所述敏感键为联碲键；所述阳离子聚合物与纳米核的质量比为1:100～1:0.1；所述纳米复合物通过以下方法制备得到：(A) 提供载药纳米核；

(B) 提供内皮细胞靶向、ROS降解的阳离子聚合物；

(C) 使所述阳离子聚合物吸附所述纳米核上，并进一步吸附siRNA，形成所述纳米复合物。

2.根据权利要求1所述的纳米复合物，其特征在于，纳米核载药中的药为抗炎药。

3.根据权利要求2所述的纳米复合物，其特征在于，所述抗炎药为地塞米松、倍他米松、丙酸倍氯米松。

4.根据权利要求1所述的纳米复合物，其特征在于，所述聚合物纳米颗粒中聚合物选自聚乳酸-羟基乙酸共聚物。

5.根据权利要求1所述的纳米复合物，其特征在于，所述纳米核带负电。

6.根据权利要求1所述的纳米复合物，其特征在于，所述siRNA为VCAM-1 siRNA、ICAM-1siRNA、ICAM-2 siRNA、P-selectin siRNA和E-selectin siRNA中的一种或多种。

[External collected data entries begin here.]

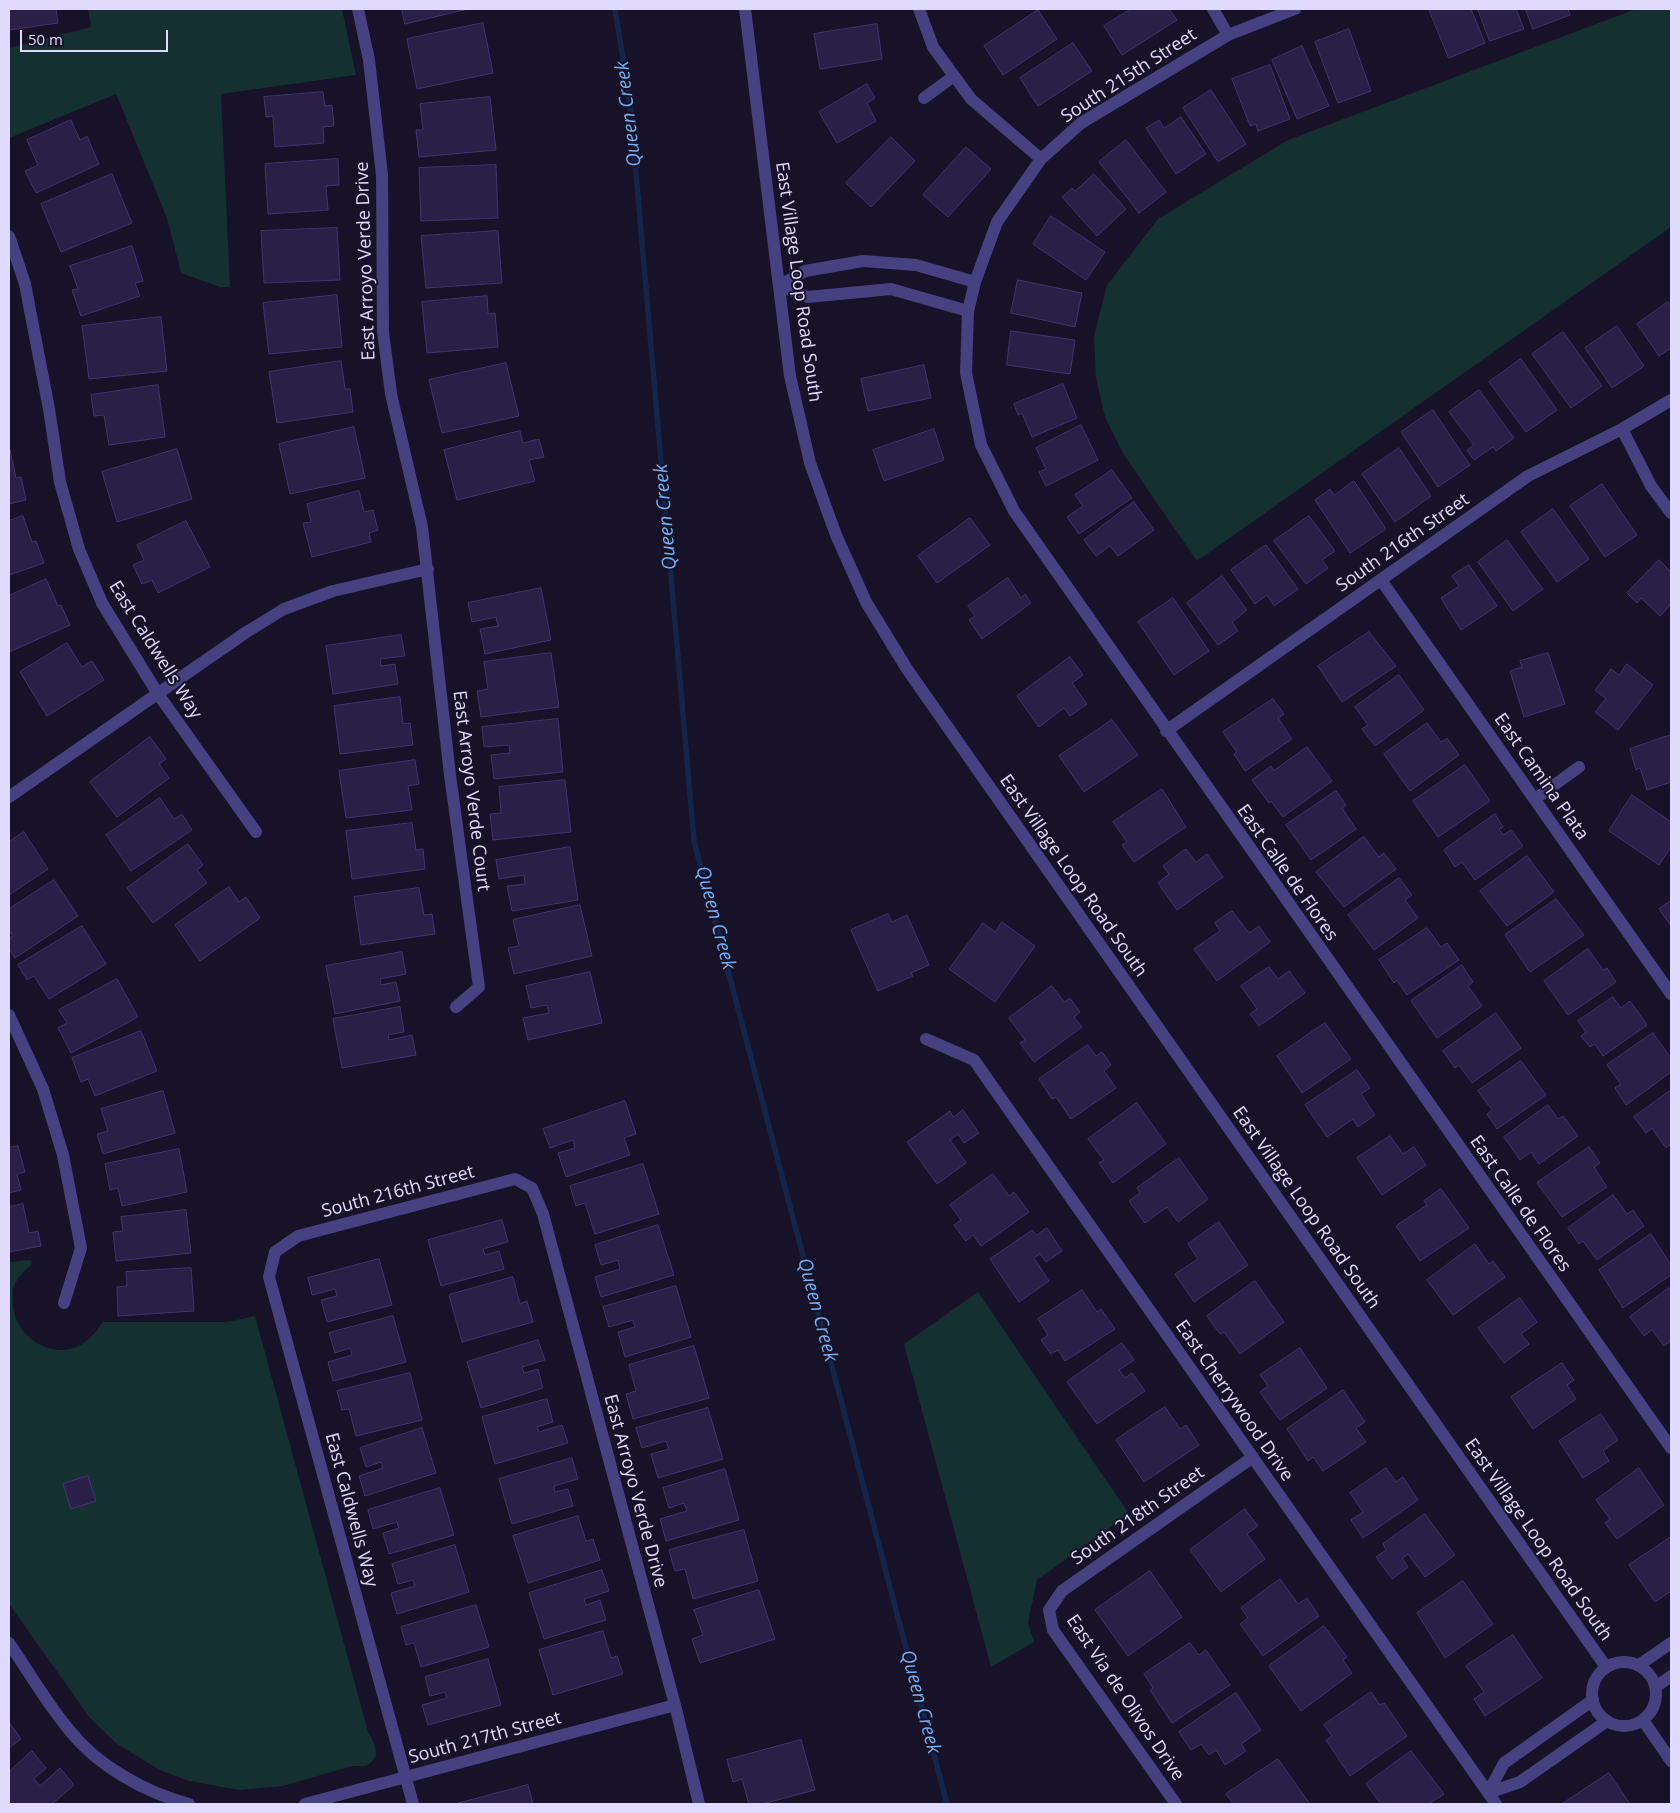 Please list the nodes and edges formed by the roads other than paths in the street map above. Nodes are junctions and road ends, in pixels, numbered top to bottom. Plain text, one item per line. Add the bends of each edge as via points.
1 (358, 9) edge
2 (745, 9) edge
3 (919, 9) edge
4 (1213, 9) edge
5 (1296, 9) edge
6 (1228, 35) junction
7 (954, 76) junction
8 (924, 98) dead end
9 (1041, 159) junction
10 (9, 236) edge
11 (975, 282) junction
12 (779, 286) junction
13 (968, 311) junction
14 (1671, 400) edge
15 (1622, 429) junction
16 (1671, 513) edge
17 (428, 569) junction
18 (1381, 580) junction
19 (158, 694) junction
20 (1166, 731) junction
21 (1579, 767) dead end
22 (9, 797) edge
23 (1535, 799) junction
24 (256, 832) dead end
25 (1671, 994) edge
26 (456, 1008) dead end
27 (9, 1015) edge
28 (926, 1039) dead end
29 (532, 1188) joint
30 (275, 1252) joint
31 (64, 1303) dead end
32 (1671, 1448) edge
33 (1253, 1457) junction
34 (1049, 1610) joint
35 (9, 1643) edge
36 (1671, 1643) edge
37 (1640, 1666) junction
38 (1606, 1667) junction
39 (1671, 1676) edge
40 (1656, 1687) junction
41 (1593, 1700) junction
42 (675, 1705) junction
43 (1607, 1720) junction
44 (1642, 1720) junction
45 (1671, 1761) edge
46 (406, 1777) junction
47 (1488, 1793) junction
48 (175, 1802) edge
49 (189, 1804) edge
50 (305, 1804) edge
51 (413, 1804) edge
52 (699, 1804) edge
53 (1176, 1804) edge
54 (1496, 1804) edge

1 - 17 street, East Arroyo Verde Drive via 370,68 382,175 383,332 391,394 422,527
2 - 12 street, East Village Loop Road South
3 - 7 street via 933,47
4 - 6 street
5 - 6 street, South 215th Street
6 - 9 street, South 215th Street via 1081,124
7 - 8 street
7 - 9 street via 970,99
9 - 11 street, South 215th Street via 997,222
10 - 19 street, East Caldwells Way via 25,284 60,482 79,549 102,603
11 - 12 street via 916,265 863,261 805,271
11 - 13 street, East Calle de Flores
12 - 13 street via 808,297 891,289
12 - 38 street, East Village Loop Road South via 790,376 810,463 836,535 871,610 907,669
13 - 20 street, East Calle de Flores via 966,373 981,445 1014,511
14 - 15 street, South 216th Street
15 - 16 street via 1651,486
15 - 18 street, South 216th Street via 1528,476
17 - 19 street via 333,591 284,609
17 - 26 street, East Arroyo Verde Court via 450,775 479,987
18 - 20 street, South 216th Street
18 - 23 street, East Camina Plata
19 - 22 street
19 - 24 street, East Caldwells Way
20 - 32 street, East Calle de Flores
21 - 23 street
23 - 25 street, East Camina Plata
27 - 31 street via 43,1089 63,1154 76,1220 81,1248
28 - 33 street, East Cherrywood Drive via 974,1060
29 - 30 street, South 216th Street via 515,1179 298,1236
29 - 42 street, East Arroyo Verde Drive via 543,1214
30 - 46 street, East Caldwells Way via 269,1277
33 - 34 street, South 218th Street via 1062,1591
33 - 47 street, East Cherrywood Drive
34 - 53 street, East Via de Olivos Drive via 1053,1630
35 - 48 street via 70,1732 133,1782
36 - 37 street
37 - 38 street via 1622,1662
37 - 40 street via 1647,1671
38 - 41 street via 1594,1682
39 - 40 street
40 - 44 street via 1654,1705
41 - 43 street
41 - 47 street via 1504,1763
42 - 46 street, South 217th Street
42 - 52 street, East Arroyo Verde Drive
43 - 44 street via 1625,1726
43 - 47 street via 1520,1782
44 - 45 street
46 - 50 street, South 217th Street
46 - 51 street, East Caldwells Way
47 - 54 street, East Cherrywood Drive
48 - 49 street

7.一种药物组合物，其特征在于，所述药物组合物包括权利要求1-6任一项所述的纳米复合物，以及药学上或生理学上可接受的载体。

8.一种试剂盒，其特征在于，所述试剂盒包括权利要求1-6中任一项所述纳米复合物或权利要求7所述的药物组合物。

9.权利要求1-6任一项所述的纳米复合物、权利要求7所述的药物组合物或权利要求8所述的试剂盒在制备预防或/和治疗炎性疾病药物中的应用；所述炎性疾病为心肌缺血再灌注损伤。